Un giorno, Hitler disse ai suoi commensali che, comunque finisse la guerra, era certo che i germani di Germania avevano legnato i francesi, e i germani d’Inghilterra le avevano date agli Italiani. Anche se noi finimmo la guerra dalla parte dei cattivi, e i francesi, grazie alle acrobazie di De Gaulle e alla “bontà” di Roosvelt, coi vincitori, le affinità sono profonde. Con qualche differenza in peggio per noi, che non abbiamo alle spalle quei secoli di monarchia unitaria e di abitudine a vivere insieme che formano, secondo Renan, la base psichica di una nazione.

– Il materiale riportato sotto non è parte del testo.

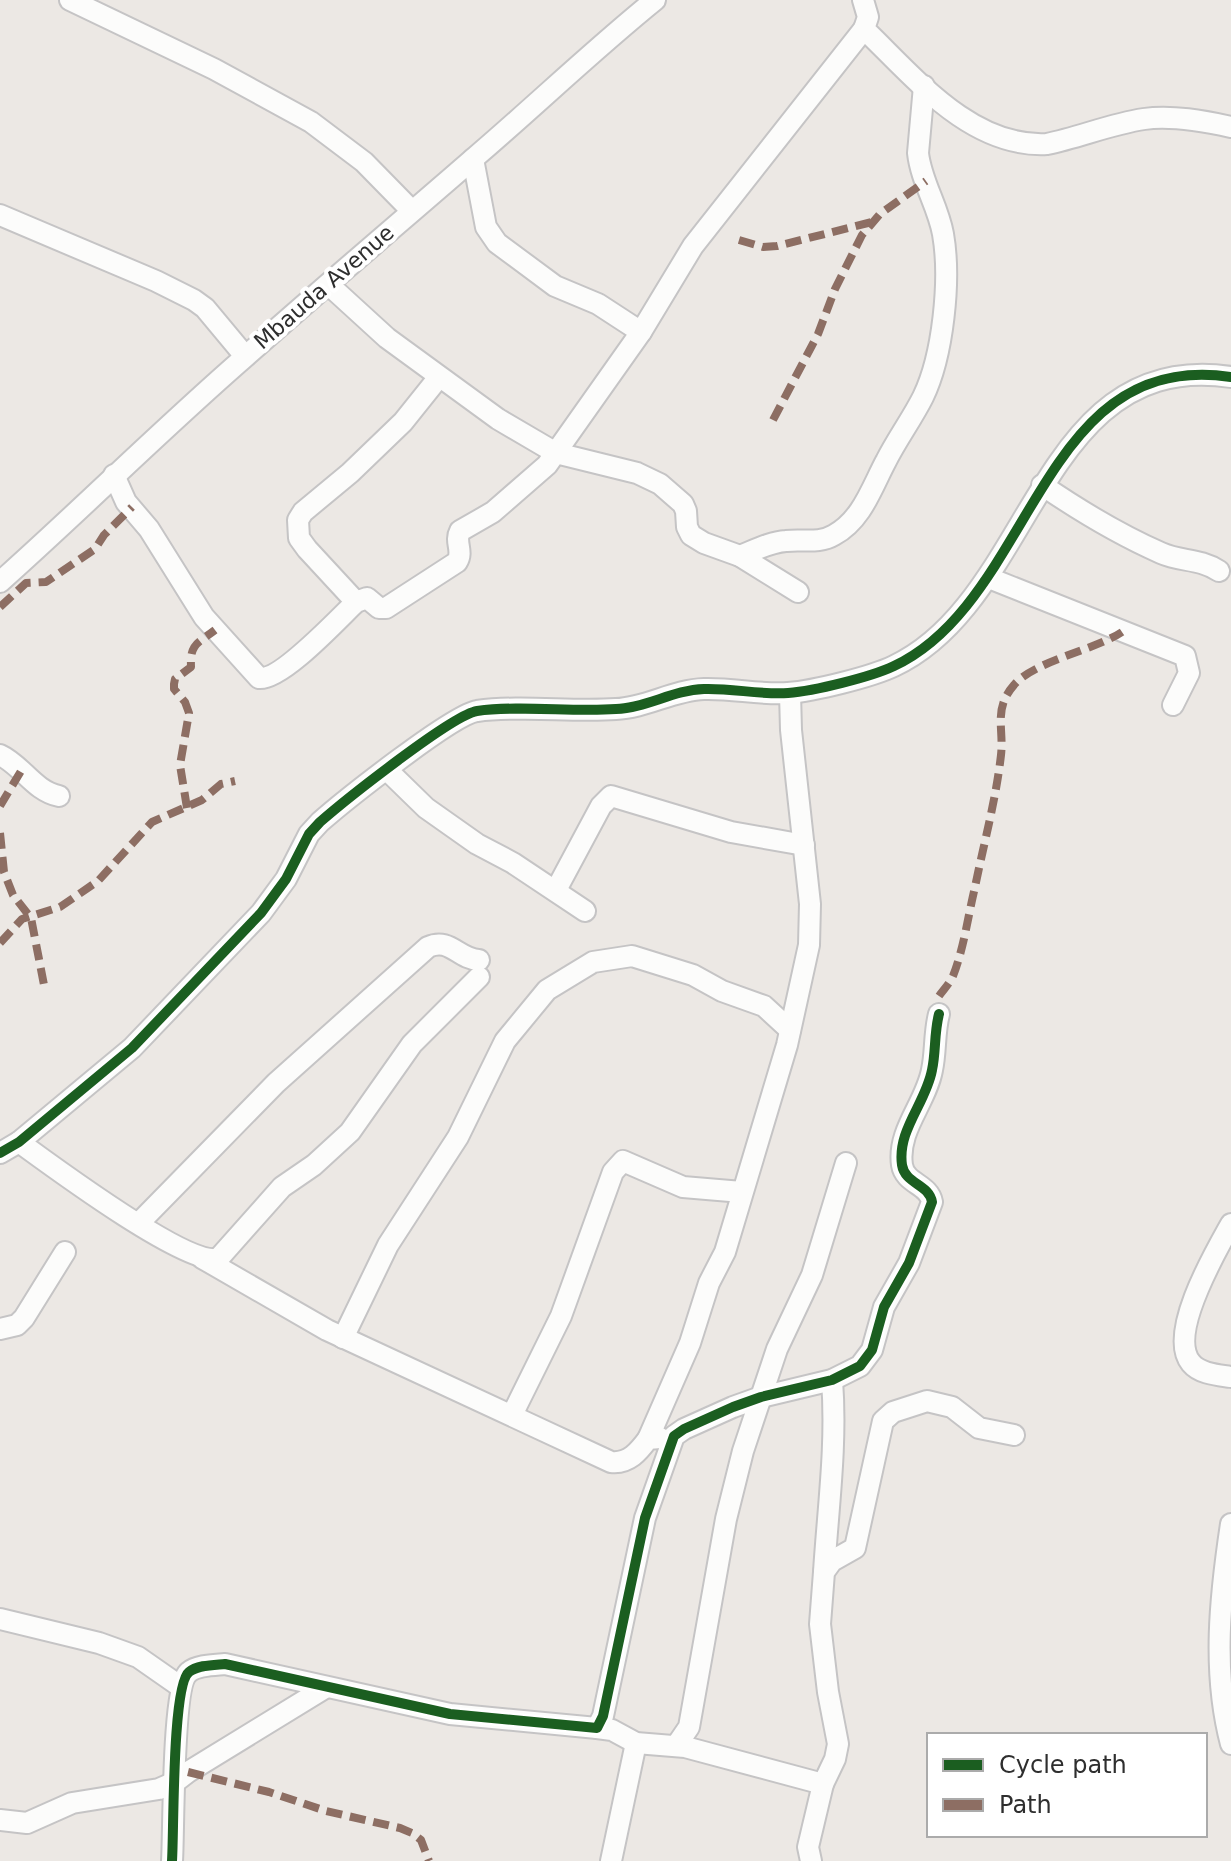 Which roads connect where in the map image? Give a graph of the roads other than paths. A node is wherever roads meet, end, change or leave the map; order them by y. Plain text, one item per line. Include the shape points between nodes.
1 (70, 0) edge
2 (655, 0) edge
3 (863, 0) edge
4 (864, 29) junction
5 (924, 86) junction
6 (1231, 127) edge
7 (473, 159) junction
8 (411, 210) junction
9 (0, 215) edge
10 (329, 285) junction
11 (641, 332) junction
12 (245, 356) junction
13 (439, 377) junction
14 (1231, 377) edge
15 (556, 453) junction
16 (114, 475) junction
17 (1042, 485) junction
18 (740, 556) junction
19 (1219, 571) dead end
20 (989, 578) junction
21 (0, 582) edge
22 (798, 592) dead end
23 (356, 602) junction
24 (790, 693) junction
25 (1173, 705) dead end
26 (0, 755) edge
27 (387, 770) junction
28 (59, 796) dead end
29 (804, 845) junction
30 (556, 890) junction
31 (585, 911) dead end
32 (939, 1014) dead end
33 (790, 1030) junction
34 (19, 1142) junction
35 (0, 1153) edge
36 (846, 1163) dead end
37 (742, 1192) junction
38 (139, 1223) junction
39 (1231, 1224) edge
40 (65, 1252) dead end
41 (202, 1258) junction
42 (0, 1329) edge
43 (343, 1338) junction
44 (1231, 1377) edge
45 (832, 1380) junction
46 (761, 1397) junction
47 (512, 1415) junction
48 (1014, 1435) dead end
49 (674, 1436) junction
50 (648, 1439) junction
51 (1231, 1524) edge
52 (824, 1572) junction
53 (0, 1619) edge
54 (1226, 1622) edge
55 (181, 1687) junction
56 (325, 1688) junction
57 (597, 1728) junction
58 (636, 1743) junction
59 (1231, 1744) edge
60 (676, 1746) junction
61 (175, 1782) junction
62 (823, 1784) junction
63 (0, 1820) edge
64 (172, 1861) edge
65 (611, 1861) edge
66 (811, 1861) edge

1 - 8 street via 311,122 364,162
2 - 7 street, Mbauda Avenue
3 - 4 street via 868,17
4 - 5 street
4 - 11 street via 693,246
5 - 6 street via 966,120 1008,140 1034,145 1145,119
5 - 18 street via 919,163 938,214 945,275 929,383 850,523 830,538 784,541
7 - 8 street, Mbauda Avenue
7 - 11 street via 486,227 497,243 555,286 598,304
8 - 10 street, Mbauda Avenue
9 - 12 street via 194,300
10 - 12 street, Mbauda Avenue
10 - 13 street
11 - 15 street
12 - 16 street, Mbauda Avenue
13 - 15 street
13 - 23 street via 403,422 298,520 299,538
14 - 17 street via 1189,375 1131,391 1085,427
15 - 18 street via 660,484 683,504 691,535
15 - 23 street via 520,491 460,531 457,562 386,608 367,598
16 - 21 street, Mbauda Avenue
16 - 23 street via 126,502 204,617 259,678 273,676
17 - 19 street via 1108,528 1170,557 1189,558
17 - 20 street
18 - 22 street
20 - 24 street via 948,627 907,659 875,674
20 - 25 street via 1185,656 1189,673
24 - 27 street via 706,689 616,709 478,711 450,722
24 - 29 street
26 - 28 street via 43,790
27 - 30 street via 412,796 477,844
27 - 34 street via 320,822 261,913 132,1048
29 - 30 street via 731,832 611,796
29 - 33 street via 810,934
30 - 31 street
32 - 45 street via 932,1071 902,1156 904,1172 929,1192 932,1202 909,1263 884,1307 867,1359
33 - 37 street
33 - 43 street via 764,1006 632,956 593,962 556,984 505,1041 458,1137 388,1245
34 - 35 street
34 - 38 street
36 - 46 street via 812,1275
37 - 47 street via 683,1187 623,1161 618,1164 561,1316
37 - 50 street via 725,1252
38 - 41 street
38 - 41 street via 276,1083 428,947 448,945 479,968 412,1044 350,1132 282,1187 218,1259
39 - 44 street via 1197,1289 1185,1347 1195,1367
40 - 42 street via 24,1318
41 - 43 street
43 - 47 street
45 - 46 street
45 - 52 street via 836,1434
46 - 49 street
46 - 60 street via 731,1495 689,1727
47 - 50 street via 611,1462 631,1458
48 - 52 street via 979,1428 952,1407 927,1401 889,1415 883,1421 855,1548
49 - 50 street
49 - 57 street via 645,1518
51 - 54 street via 1222,1588
52 - 62 street via 820,1624 838,1744
53 - 55 street via 138,1657
54 - 59 street via 1220,1662
55 - 56 street via 191,1670 225,1664
55 - 61 street
56 - 57 street via 450,1714
56 - 61 street
57 - 58 street via 625,1734
58 - 60 street
58 - 65 street
60 - 62 street
61 - 63 street via 146,1792 72,1803 27,1823
61 - 64 street
62 - 66 street via 808,1847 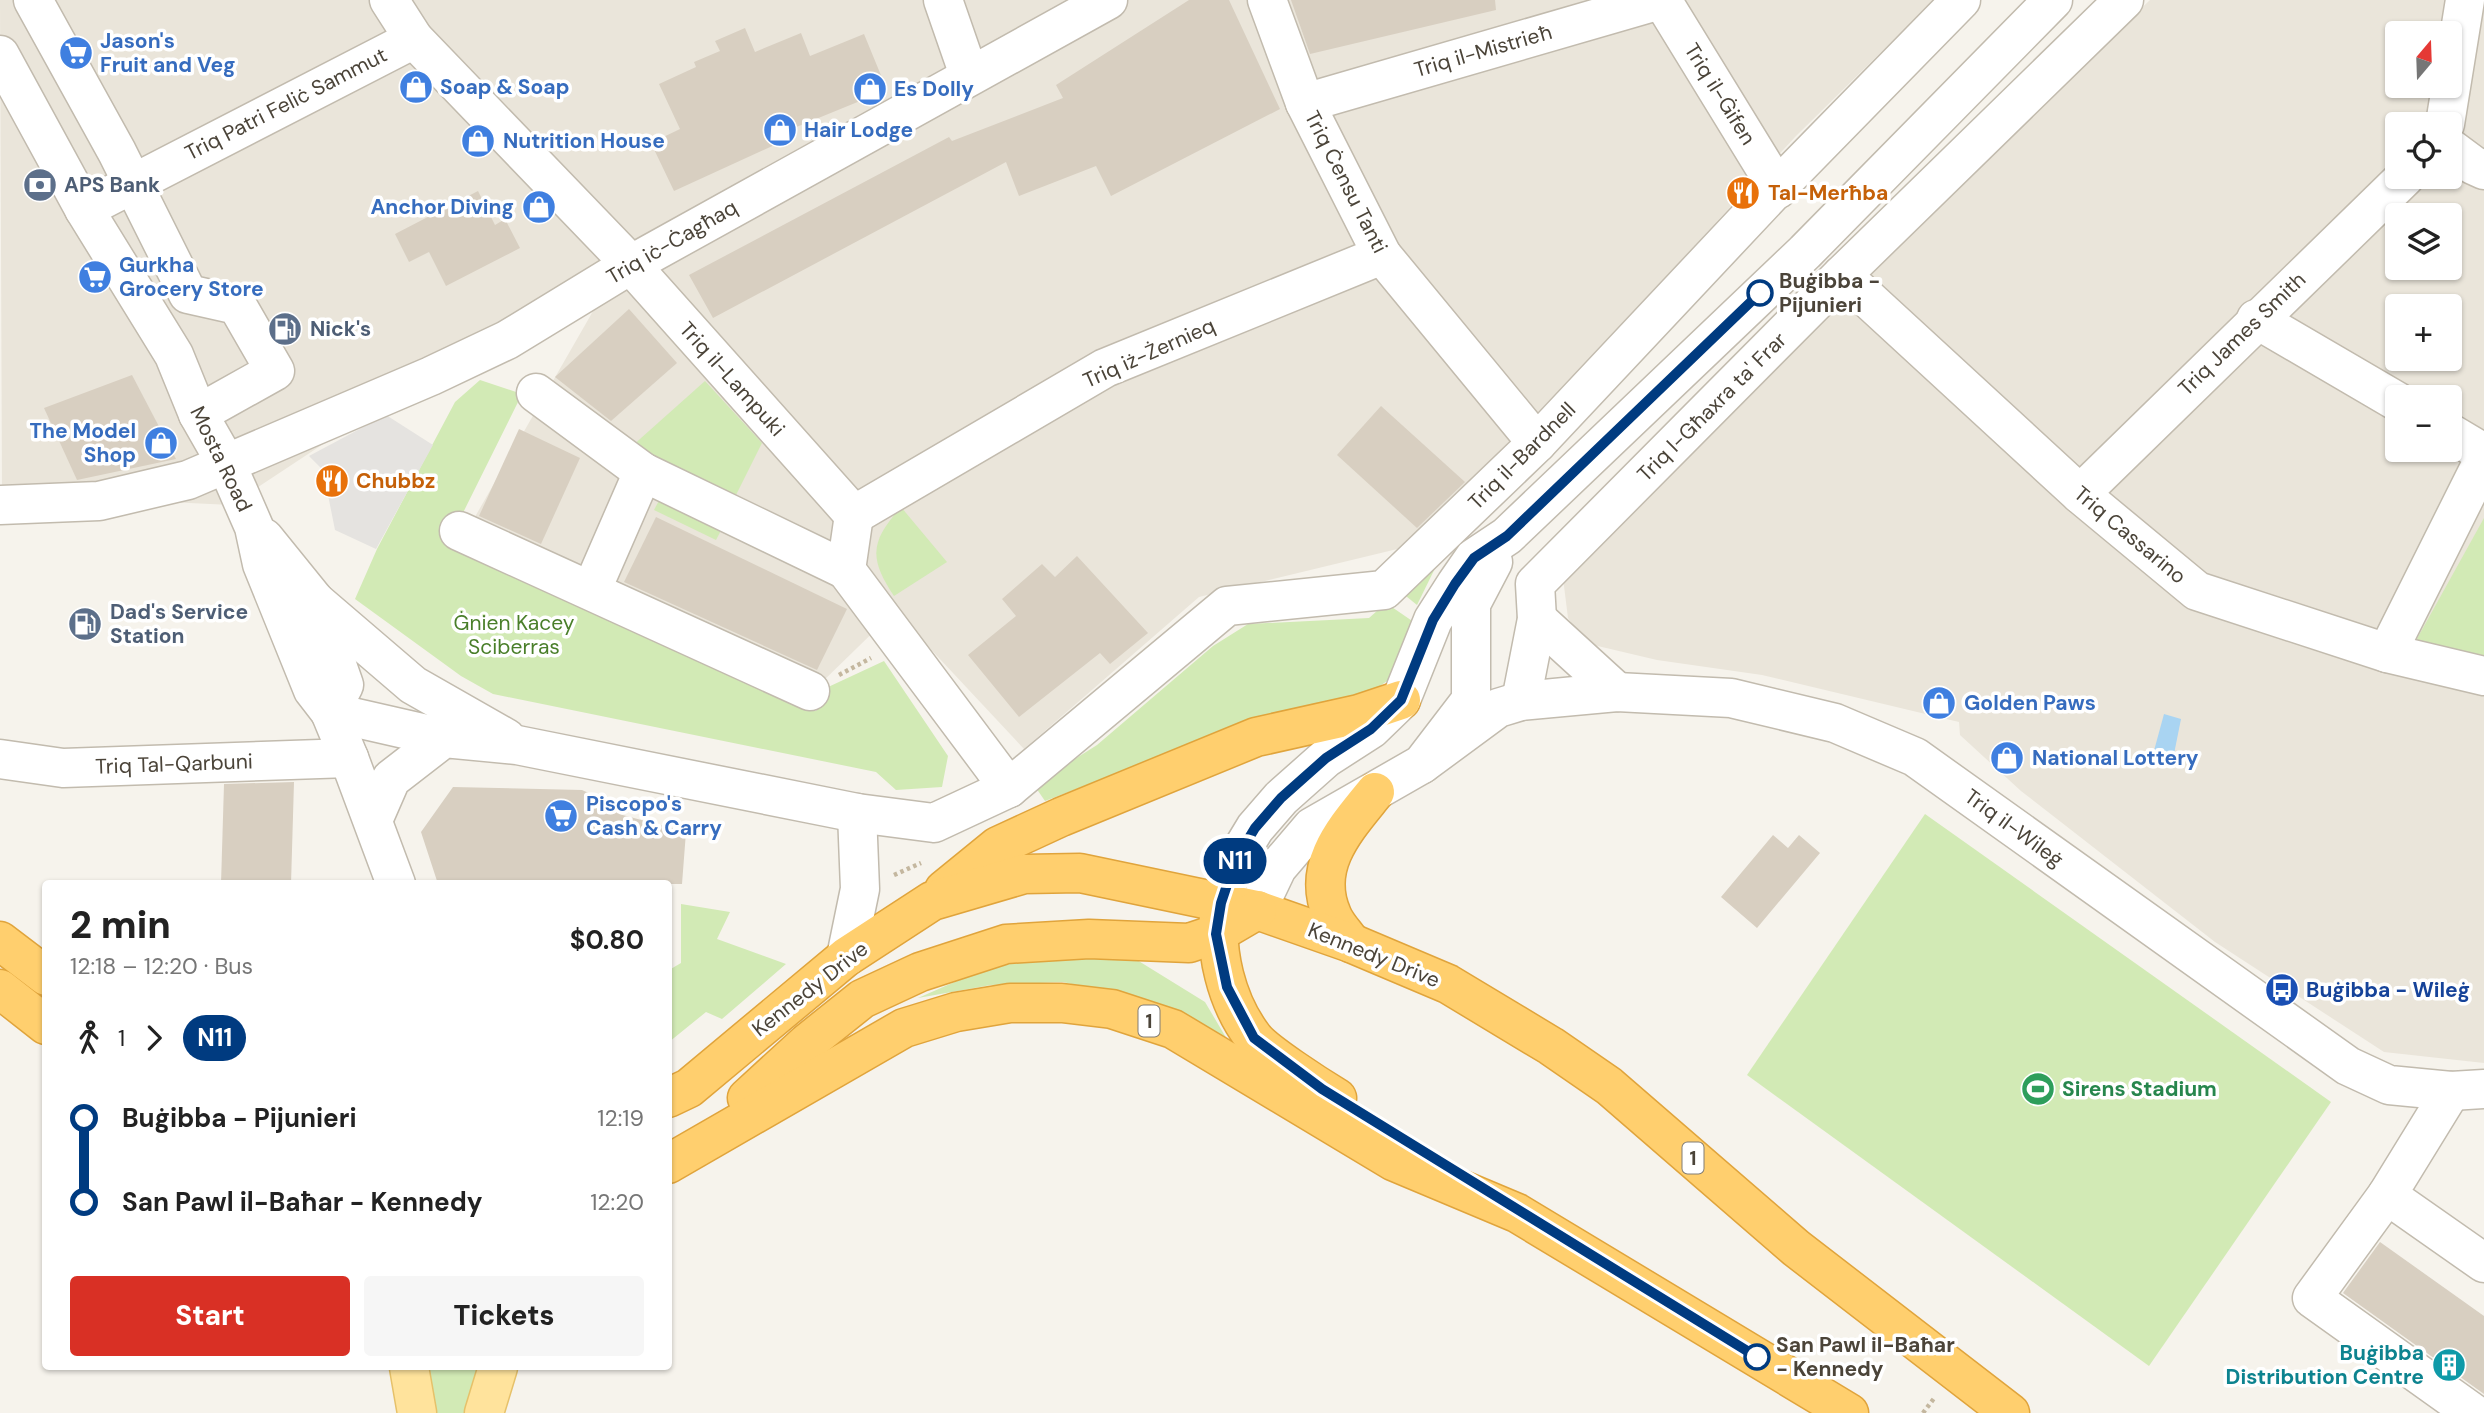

La riflessione di Leopardi, “Gl’italiani non scrivono né pensano sui loro costumi”, resta, per la nostra classe politica, attualissima. A differenza dai colleghi francesi, nessuno dei nostri capi di Stato, di governo o di partito, sembra preoccuparsi profondamente, al di là dei discorsi ufficiali ed elettorali, dell’Italia come motivo di riflessione, di indagine, di affetto. Alla nave dello Stato in pericolo, Orazio si rivolgeva come ad una persona cara. Mentre i nostri capi di governo e ministri non dedicano all’Italia una indagine, uno studio, un pensiero. Se sono docenti, scrivono trattati scolastici, dispense. Andreotti, il solo ministro con la fama di uomo “colto”, ha gl’interessi di un canonico dell’Ottocento. Un ministro socialdemocratico scrive romanzetti per coprire di immondizie la sua giovinezza fascista. E basta.

Non voglio dire che i ministri francesi scrivano e siano colti, e i nostri no. Poco m’importa di queste gare. Dico che là c’è gente che pensa, e studia, e soffre e s’interroga sulle sorti di quella che, incontestabilmente, e per tutti, è la Patria. E qua, dove nessuno adopera questo nome obsoleto, tutti parlano sciattamente di un “Paese”, che sarà laboratorio di nuove formule, arengo di chiacchiere, forziere da saccheggiare, ma a nessuno viene in mente di farne oggetto di studio di riflessione, di cura affettuosa.

Se è vero (è sempre Leopardi) che “il popolaccio italiano è il più cinico dei popolacci”, è vero anche che gli corrisponde la più cinica delle classi dirigenti che mai si siano viste in Europa. E ciò spiega tante cose.